**Listed records:**
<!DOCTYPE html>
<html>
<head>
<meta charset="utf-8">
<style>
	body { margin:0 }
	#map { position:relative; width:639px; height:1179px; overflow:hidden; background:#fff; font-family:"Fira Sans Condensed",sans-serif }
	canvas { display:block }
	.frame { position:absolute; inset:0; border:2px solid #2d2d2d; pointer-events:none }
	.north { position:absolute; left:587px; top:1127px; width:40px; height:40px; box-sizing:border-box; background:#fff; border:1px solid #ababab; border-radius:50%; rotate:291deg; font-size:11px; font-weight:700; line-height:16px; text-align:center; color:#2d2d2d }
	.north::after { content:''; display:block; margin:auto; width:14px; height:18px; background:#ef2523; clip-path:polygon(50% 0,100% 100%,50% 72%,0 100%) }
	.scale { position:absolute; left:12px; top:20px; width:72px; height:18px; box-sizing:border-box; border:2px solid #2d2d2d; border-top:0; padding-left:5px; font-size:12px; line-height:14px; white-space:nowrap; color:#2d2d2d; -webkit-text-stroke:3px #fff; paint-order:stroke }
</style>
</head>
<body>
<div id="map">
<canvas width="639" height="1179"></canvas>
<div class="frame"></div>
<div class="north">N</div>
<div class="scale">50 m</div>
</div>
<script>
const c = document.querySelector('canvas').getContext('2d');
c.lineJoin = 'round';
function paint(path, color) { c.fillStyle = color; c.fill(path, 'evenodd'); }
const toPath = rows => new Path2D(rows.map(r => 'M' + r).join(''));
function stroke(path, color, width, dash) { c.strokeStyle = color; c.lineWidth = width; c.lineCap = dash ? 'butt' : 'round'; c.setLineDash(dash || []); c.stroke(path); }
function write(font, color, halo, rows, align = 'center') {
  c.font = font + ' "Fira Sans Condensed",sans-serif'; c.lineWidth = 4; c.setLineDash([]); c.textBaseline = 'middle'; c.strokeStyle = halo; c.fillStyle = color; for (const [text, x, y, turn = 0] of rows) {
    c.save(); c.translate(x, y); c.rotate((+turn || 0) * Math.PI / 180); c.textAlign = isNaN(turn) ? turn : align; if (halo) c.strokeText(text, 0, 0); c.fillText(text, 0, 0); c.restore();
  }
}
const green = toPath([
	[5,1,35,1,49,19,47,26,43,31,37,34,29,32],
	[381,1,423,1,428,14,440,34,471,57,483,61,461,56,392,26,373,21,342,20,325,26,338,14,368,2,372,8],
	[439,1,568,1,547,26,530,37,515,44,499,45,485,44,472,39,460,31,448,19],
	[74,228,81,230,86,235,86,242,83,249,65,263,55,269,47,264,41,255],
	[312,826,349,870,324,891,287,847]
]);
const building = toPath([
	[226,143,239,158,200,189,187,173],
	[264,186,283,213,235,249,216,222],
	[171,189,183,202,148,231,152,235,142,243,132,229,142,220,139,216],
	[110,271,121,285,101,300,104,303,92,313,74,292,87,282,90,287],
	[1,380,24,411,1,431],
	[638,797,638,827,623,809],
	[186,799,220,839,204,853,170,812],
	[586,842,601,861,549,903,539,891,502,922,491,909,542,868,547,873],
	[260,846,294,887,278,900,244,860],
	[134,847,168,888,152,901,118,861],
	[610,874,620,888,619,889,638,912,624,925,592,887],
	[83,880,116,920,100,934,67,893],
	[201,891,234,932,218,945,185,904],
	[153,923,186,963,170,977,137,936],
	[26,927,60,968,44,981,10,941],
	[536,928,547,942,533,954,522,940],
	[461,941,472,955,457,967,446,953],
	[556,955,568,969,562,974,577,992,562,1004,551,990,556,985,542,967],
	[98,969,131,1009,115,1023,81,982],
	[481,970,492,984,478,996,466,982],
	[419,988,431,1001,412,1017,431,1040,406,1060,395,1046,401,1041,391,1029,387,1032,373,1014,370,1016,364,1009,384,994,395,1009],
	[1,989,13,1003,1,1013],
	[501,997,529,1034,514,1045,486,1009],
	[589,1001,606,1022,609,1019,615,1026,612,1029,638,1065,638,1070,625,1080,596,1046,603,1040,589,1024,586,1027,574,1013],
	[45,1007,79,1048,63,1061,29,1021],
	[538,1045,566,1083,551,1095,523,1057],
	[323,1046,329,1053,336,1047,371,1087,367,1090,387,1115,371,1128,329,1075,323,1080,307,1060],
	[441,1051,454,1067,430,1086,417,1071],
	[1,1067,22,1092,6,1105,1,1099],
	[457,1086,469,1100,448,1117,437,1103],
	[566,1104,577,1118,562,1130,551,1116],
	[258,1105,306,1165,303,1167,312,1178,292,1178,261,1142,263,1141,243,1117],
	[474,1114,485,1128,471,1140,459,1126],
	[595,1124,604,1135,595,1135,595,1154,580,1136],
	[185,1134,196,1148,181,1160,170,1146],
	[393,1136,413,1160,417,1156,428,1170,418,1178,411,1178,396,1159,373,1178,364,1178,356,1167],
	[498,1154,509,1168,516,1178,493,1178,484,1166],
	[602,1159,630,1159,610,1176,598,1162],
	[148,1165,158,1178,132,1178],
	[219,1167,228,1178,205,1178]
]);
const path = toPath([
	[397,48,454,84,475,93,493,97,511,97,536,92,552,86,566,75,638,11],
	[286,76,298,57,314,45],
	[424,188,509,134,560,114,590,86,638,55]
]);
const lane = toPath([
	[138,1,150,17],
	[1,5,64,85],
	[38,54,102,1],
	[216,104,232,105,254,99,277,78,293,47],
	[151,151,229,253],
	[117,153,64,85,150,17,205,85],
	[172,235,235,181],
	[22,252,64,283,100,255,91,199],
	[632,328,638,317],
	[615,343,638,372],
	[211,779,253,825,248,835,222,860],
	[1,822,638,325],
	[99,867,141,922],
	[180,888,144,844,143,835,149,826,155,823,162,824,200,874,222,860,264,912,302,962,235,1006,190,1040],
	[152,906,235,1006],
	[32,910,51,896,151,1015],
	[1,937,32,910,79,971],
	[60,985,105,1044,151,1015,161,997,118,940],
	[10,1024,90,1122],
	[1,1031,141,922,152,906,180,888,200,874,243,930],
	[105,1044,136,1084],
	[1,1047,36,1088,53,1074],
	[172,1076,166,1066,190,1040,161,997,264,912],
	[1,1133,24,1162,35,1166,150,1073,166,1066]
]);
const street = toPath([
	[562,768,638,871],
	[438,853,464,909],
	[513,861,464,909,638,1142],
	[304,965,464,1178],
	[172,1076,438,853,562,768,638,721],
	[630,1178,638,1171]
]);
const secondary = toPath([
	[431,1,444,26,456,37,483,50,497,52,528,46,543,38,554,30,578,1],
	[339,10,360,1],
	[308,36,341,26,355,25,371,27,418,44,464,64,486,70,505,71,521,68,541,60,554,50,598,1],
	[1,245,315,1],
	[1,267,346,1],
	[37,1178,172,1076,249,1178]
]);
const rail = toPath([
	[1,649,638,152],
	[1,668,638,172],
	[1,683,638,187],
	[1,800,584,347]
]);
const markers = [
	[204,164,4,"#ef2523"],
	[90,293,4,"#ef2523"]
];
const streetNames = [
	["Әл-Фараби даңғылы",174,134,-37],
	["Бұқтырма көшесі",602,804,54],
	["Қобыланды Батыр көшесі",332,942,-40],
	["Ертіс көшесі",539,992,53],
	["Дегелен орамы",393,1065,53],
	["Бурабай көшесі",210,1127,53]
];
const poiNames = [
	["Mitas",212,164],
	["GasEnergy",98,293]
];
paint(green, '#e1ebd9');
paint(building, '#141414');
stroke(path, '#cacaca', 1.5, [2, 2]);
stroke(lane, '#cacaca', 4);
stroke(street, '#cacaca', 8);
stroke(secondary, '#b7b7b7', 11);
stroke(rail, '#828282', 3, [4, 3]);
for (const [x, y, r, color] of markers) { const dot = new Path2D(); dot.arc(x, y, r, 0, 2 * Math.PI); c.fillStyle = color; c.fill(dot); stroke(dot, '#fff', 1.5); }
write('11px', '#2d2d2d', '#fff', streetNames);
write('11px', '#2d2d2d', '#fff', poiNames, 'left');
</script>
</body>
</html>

**Task description:** Using the listing, say how many lines include the word "canvas", and add nothing else.

**Answer to the exercise:** 3